Activity:
Restate the records that follow word for word; no pictures should appear.

Provided data:
+++++
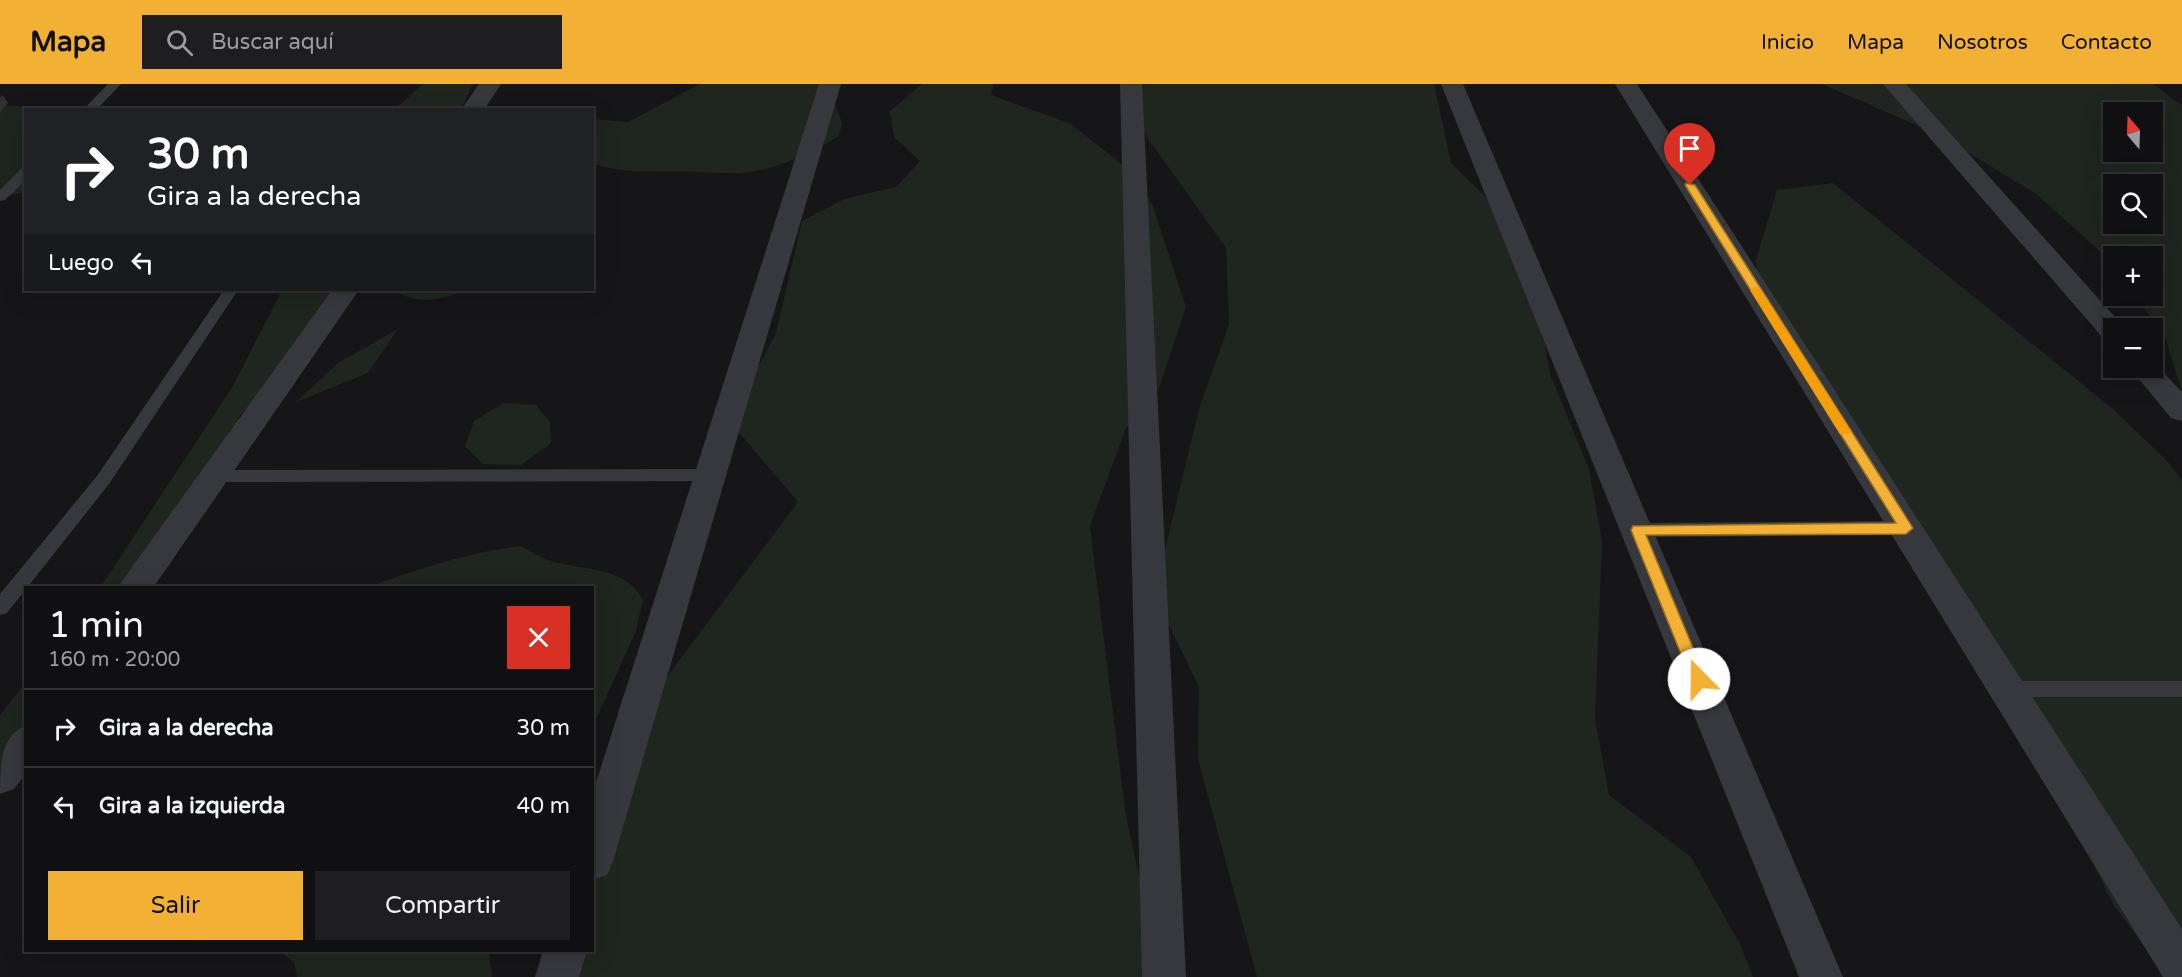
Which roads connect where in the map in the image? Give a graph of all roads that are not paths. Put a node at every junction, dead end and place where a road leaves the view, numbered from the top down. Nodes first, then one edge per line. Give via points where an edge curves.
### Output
1 (115, 84) edge
2 (490, 84) edge
3 (830, 84) edge
4 (1131, 84) edge
5 (1452, 84) edge
6 (1626, 84) edge
7 (1894, 84) edge
8 (91, 108) edge
9 (473, 108) edge
10 (24, 174) edge
11 (0, 197) edge
12 (230, 291) edge
13 (344, 291) edge
14 (2103, 321) edge
15 (2153, 378) edge
16 (2182, 411) edge
17 (710, 475) junction
18 (213, 476) junction
19 (1906, 528) junction
20 (1637, 530) junction
21 (135, 586) edge
22 (0, 608) edge
23 (2182, 689) edge
24 (2007, 690) junction
25 (24, 744) edge
26 (0, 777) edge
27 (594, 854) edge
28 (565, 952) edge
29 (2182, 968) edge
30 (557, 977) edge
31 (1164, 977) edge
32 (1821, 977) edge

1 - 8 lane
2 - 9 street
3 - 17 street
4 - 31 street
5 - 20 street
6 - 19 street
7 - 14 street
10 - 11 lane
12 - 22 lane via 103,480
13 - 18 street
15 - 16 street
17 - 18 lane
17 - 27 street
18 - 21 street
19 - 20 lane
19 - 24 street
20 - 32 street
23 - 24 lane
24 - 29 street
25 - 26 street
28 - 30 street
+++++
Answer to this task:
Which roads connect where in the map in the image? Give a graph of all roads that are not paths. Put a node at every junction, dead end and place where a road leaves the view, numbered from the top down. Nodes first, then one edge per line. Give via points where an edge curves.
### Output
1 (115, 84) edge
2 (490, 84) edge
3 (830, 84) edge
4 (1131, 84) edge
5 (1452, 84) edge
6 (1626, 84) edge
7 (1894, 84) edge
8 (91, 108) edge
9 (473, 108) edge
10 (24, 174) edge
11 (0, 197) edge
12 (230, 291) edge
13 (344, 291) edge
14 (2103, 321) edge
15 (2153, 378) edge
16 (2182, 411) edge
17 (710, 475) junction
18 (213, 476) junction
19 (1906, 528) junction
20 (1637, 530) junction
21 (135, 586) edge
22 (0, 608) edge
23 (2182, 689) edge
24 (2007, 690) junction
25 (24, 744) edge
26 (0, 777) edge
27 (594, 854) edge
28 (565, 952) edge
29 (2182, 968) edge
30 (557, 977) edge
31 (1164, 977) edge
32 (1821, 977) edge

1 - 8 lane
2 - 9 street
3 - 17 street
4 - 31 street
5 - 20 street
6 - 19 street
7 - 14 street
10 - 11 lane
12 - 22 lane via 103,480
13 - 18 street
15 - 16 street
17 - 18 lane
17 - 27 street
18 - 21 street
19 - 20 lane
19 - 24 street
20 - 32 street
23 - 24 lane
24 - 29 street
25 - 26 street
28 - 30 street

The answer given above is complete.